The menu at Frank’s looks like an ordinary diner menu: bacon and eggs, chicken fried steak, dollar-sized hotcakes and Benedicts. But nearly every recipe started out in the founding family’s great grandmother’s kitchen and has been passed down through multiple generations. New ideas are always being created and tested with the culinary team, so you’ll have a menu that mixes the old with the new.
Gathering ingredients for the meals can best be described as farm to table and field to fork. They purchase as many local ingredients as possible, shopping daily for the largest, freshest eggs (of which they apparently crack 15,000 per month). They also buy sustainable ingredients whenever possible. The cooking is done daily, and almost everything is made from scratch. That’s what makes every entree taste so delicious.

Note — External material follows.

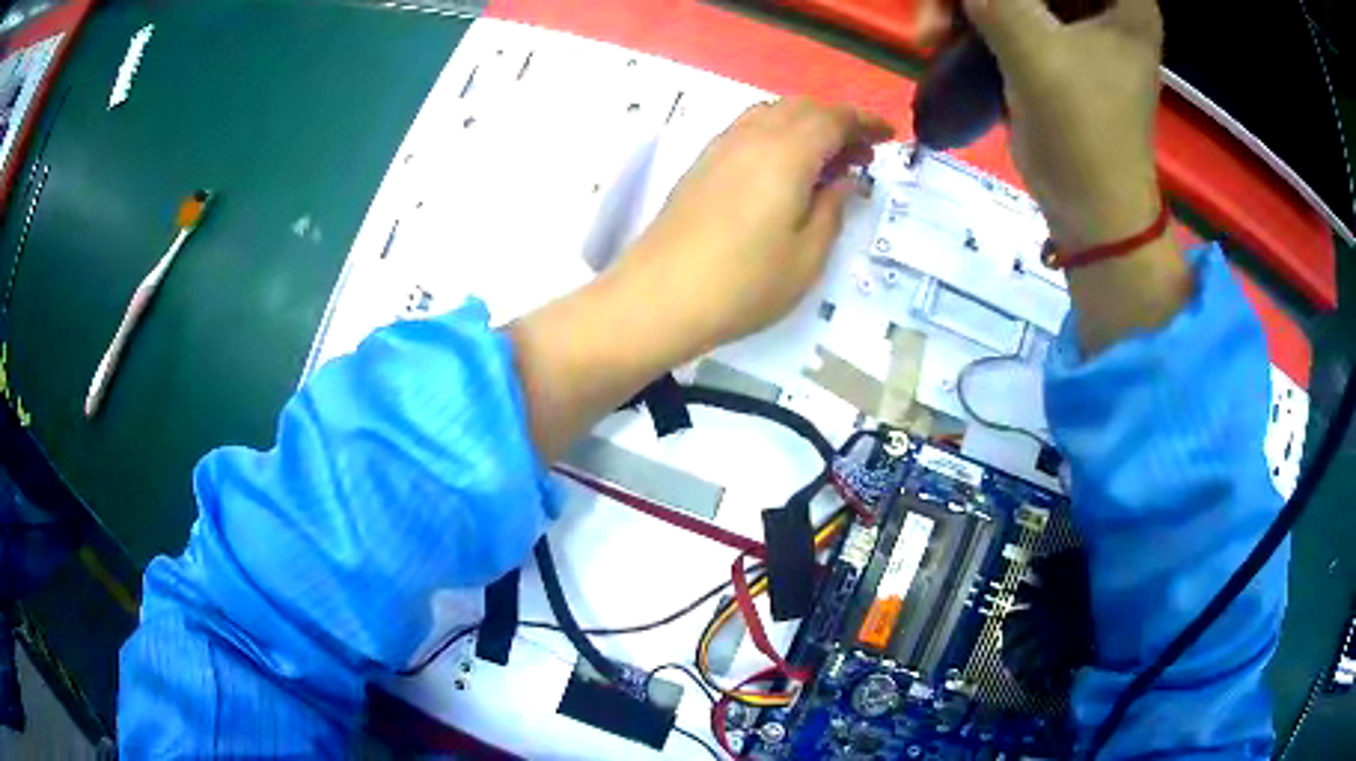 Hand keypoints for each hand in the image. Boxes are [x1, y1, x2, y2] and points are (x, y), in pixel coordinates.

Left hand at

So how did the train car diner come to be? Car No. 1787 was manufactured in 1906 by Barney Smith as an “observation car.” It remained unsold until 1909, when it was purchased by the Northern Pacific Railroad and remodeled to be the private car for the president of the railroad. It was replaced in 1931 and was stranded in Seattle until Frank Knight bought it and converted it into a diner car. Frank’s was located in Seattle until 1991, when it moved to Spokane. Frank Knight’s brother’s name was Jack, and he operated Knight’s Diner, another local converted train car diner with delicious food you can find on Market Street.
When Frank’s first opened, it had a bit of a rough start. The food and service were mediocre at best. But in 1996, Larry Brown bought it and turned everything around. The food, the service and the ambiance keep people coming back. Larry still owns Frank’s along with Ken Belisle.
Perhaps the best thing about Frank’s (well, perhaps tied with the cheesy hashbrowns) is the way the staff gives back to the community. Through voluntary payroll deductions that are matched by the owners, Frank’s is one of the leading fundraisers in the city. They’ve raised hundreds of thousands of dollars for various charities and nonprofits, often working alongside their neighbor, The Onion Bar & Grill.
Through their Amazing Kid program, gift cards are given to local teachers as a means to help encourage their students to behave well. The gift cards are good for a free ice cream sundae at Frank’s. So although you might feel uncomfortably full when you leave this train car diner, you can still feel good at heart about where your money is going.